__EXERCISE BRIEF__
Go to the line in the entries below that holds "index dip: (1150, 793)" and repeat exactly from there through the line that holds "index mcp: (211, 144)", inclusive.

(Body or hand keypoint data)

——

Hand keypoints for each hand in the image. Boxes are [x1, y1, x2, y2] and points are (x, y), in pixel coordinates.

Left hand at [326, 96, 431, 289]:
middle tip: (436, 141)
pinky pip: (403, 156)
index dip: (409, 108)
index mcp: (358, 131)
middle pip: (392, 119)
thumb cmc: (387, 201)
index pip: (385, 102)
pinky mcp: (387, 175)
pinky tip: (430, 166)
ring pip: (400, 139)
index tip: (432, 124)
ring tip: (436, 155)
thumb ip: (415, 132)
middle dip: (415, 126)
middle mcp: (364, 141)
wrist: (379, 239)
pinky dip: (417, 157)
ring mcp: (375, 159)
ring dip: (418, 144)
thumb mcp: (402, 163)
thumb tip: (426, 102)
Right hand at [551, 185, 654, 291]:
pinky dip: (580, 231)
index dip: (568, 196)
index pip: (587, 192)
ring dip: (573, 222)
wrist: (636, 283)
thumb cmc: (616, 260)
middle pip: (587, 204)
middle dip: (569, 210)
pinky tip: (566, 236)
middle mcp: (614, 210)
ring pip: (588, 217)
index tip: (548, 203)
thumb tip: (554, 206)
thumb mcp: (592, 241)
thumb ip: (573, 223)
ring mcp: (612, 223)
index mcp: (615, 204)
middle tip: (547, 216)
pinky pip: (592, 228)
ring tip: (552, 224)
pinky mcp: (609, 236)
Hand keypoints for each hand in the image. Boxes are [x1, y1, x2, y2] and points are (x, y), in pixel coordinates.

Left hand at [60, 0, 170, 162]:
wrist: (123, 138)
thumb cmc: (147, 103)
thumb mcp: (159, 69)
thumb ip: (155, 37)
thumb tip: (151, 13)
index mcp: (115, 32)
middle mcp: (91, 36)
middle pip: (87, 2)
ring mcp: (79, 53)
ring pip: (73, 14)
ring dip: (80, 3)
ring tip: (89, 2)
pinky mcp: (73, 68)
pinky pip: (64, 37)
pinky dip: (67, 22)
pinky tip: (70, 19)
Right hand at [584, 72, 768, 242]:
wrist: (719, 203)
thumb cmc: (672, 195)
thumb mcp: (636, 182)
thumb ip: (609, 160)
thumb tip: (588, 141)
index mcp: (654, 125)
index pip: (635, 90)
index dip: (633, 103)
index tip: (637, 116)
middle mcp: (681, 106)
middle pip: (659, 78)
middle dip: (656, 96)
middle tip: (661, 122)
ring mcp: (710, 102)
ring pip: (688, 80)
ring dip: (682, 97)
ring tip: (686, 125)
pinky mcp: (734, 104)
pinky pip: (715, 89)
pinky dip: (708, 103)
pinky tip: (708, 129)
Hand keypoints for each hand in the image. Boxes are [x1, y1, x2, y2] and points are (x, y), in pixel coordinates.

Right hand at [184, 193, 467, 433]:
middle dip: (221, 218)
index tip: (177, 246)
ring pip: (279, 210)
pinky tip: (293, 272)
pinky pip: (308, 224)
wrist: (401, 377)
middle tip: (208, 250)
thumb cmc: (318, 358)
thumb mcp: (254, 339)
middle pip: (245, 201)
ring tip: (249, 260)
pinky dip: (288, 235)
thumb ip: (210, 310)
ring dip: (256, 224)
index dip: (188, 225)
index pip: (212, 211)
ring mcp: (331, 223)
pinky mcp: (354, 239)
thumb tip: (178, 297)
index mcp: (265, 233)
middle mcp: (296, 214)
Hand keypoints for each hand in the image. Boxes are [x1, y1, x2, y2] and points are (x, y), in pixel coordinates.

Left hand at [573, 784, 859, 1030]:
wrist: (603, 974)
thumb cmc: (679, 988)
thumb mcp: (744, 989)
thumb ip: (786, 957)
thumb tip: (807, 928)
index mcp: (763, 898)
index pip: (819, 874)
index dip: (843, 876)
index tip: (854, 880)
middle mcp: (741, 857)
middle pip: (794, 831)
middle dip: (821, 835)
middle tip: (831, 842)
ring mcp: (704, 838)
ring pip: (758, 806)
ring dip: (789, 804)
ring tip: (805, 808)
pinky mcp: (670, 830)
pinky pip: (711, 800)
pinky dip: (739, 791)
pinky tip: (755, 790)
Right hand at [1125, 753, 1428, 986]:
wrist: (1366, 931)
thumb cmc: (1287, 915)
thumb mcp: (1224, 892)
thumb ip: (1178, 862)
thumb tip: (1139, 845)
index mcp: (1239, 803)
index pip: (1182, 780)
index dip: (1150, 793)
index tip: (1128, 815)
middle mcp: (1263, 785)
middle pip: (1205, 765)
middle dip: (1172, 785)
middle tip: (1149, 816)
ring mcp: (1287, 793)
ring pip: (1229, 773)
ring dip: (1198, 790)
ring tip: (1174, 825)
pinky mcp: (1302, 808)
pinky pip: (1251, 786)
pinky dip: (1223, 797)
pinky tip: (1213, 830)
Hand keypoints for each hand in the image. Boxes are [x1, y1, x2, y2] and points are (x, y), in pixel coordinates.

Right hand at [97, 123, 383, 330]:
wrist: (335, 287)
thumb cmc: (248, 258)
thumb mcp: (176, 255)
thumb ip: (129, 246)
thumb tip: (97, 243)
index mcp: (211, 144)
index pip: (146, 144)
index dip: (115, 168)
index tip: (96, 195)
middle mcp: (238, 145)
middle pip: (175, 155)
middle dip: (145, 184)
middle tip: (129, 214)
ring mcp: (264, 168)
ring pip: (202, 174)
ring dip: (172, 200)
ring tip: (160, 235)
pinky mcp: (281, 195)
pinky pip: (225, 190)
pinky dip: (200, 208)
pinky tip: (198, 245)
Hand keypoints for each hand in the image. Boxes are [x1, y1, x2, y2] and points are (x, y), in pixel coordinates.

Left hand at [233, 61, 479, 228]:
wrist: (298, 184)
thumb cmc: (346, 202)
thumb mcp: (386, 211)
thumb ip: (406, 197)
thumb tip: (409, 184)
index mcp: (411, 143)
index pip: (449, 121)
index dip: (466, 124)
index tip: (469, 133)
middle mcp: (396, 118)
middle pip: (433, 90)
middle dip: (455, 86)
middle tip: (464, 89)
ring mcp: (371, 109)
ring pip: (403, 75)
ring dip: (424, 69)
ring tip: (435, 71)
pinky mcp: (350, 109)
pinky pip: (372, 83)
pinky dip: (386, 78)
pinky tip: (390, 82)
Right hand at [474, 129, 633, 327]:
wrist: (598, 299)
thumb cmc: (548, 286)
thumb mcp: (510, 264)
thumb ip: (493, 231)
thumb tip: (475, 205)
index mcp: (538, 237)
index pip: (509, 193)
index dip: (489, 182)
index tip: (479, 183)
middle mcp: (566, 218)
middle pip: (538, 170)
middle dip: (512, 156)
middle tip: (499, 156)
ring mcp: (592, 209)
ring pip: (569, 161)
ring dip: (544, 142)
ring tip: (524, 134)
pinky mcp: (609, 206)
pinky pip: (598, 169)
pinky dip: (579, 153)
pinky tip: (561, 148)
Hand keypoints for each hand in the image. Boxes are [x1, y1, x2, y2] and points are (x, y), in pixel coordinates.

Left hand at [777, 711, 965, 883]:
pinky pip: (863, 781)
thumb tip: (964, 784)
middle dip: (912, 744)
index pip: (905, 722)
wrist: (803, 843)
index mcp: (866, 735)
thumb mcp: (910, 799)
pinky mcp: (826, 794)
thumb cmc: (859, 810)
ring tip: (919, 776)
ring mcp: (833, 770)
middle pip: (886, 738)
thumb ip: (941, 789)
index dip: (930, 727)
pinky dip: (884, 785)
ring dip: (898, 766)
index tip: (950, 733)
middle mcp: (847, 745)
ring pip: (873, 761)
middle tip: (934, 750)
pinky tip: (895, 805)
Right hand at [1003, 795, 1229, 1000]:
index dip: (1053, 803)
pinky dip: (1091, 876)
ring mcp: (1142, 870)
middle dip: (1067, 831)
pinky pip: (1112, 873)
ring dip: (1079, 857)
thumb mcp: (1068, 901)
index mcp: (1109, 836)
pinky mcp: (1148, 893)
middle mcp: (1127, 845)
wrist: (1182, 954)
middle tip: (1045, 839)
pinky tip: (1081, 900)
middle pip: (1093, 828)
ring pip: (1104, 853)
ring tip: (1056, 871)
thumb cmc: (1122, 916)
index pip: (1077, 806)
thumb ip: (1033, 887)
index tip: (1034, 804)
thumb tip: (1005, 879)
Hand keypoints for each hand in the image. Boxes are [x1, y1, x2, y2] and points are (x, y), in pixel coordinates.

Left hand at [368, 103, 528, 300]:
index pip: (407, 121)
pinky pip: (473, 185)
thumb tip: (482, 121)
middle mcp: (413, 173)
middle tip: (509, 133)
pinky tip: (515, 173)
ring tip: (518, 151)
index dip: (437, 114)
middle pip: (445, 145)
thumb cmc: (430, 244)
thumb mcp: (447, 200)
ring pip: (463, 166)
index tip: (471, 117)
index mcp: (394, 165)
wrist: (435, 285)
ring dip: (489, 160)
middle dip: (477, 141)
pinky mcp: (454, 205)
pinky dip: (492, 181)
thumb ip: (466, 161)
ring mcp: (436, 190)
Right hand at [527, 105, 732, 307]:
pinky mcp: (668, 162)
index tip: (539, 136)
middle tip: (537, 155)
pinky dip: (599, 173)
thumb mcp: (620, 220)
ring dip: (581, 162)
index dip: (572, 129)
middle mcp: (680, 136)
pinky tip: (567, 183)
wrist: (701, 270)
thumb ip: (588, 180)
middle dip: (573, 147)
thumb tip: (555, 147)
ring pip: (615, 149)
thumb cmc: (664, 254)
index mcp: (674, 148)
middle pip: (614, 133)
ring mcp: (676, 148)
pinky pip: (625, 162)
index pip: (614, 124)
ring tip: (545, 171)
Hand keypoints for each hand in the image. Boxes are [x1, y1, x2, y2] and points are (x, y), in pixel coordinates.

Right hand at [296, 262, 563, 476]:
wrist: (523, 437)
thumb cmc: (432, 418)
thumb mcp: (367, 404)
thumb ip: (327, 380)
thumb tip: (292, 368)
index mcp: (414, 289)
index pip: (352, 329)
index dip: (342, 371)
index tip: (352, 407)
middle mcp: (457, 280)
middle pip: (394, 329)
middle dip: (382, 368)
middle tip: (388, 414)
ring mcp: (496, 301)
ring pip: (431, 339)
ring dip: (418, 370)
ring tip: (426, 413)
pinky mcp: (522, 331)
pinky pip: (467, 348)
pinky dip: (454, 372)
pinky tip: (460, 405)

——

__YOUR RESPONSE__
index dip: (1150, 793)
index tip: (1128, 815)
middle mcp: (1263, 785)
middle pip: (1205, 765)
middle dip: (1172, 785)
middle tip: (1149, 816)
ring mcp: (1287, 793)
ring pip: (1229, 773)
ring dip: (1198, 790)
ring tip: (1174, 825)
pinky mcp: (1302, 808)
pinky pip: (1251, 786)
pinky dip: (1223, 797)
pinky tip: (1213, 830)
Hand keypoints for each hand in the image. Boxes are [x1, y1, x2, y2] and points are (x, y), in pixel coordinates.

Right hand at [97, 123, 383, 330]:
wrist: (335, 287)
thumb cmc: (248, 258)
thumb mcp: (176, 255)
thumb ip: (129, 246)
thumb tip: (97, 243)
index mcp: (211, 144)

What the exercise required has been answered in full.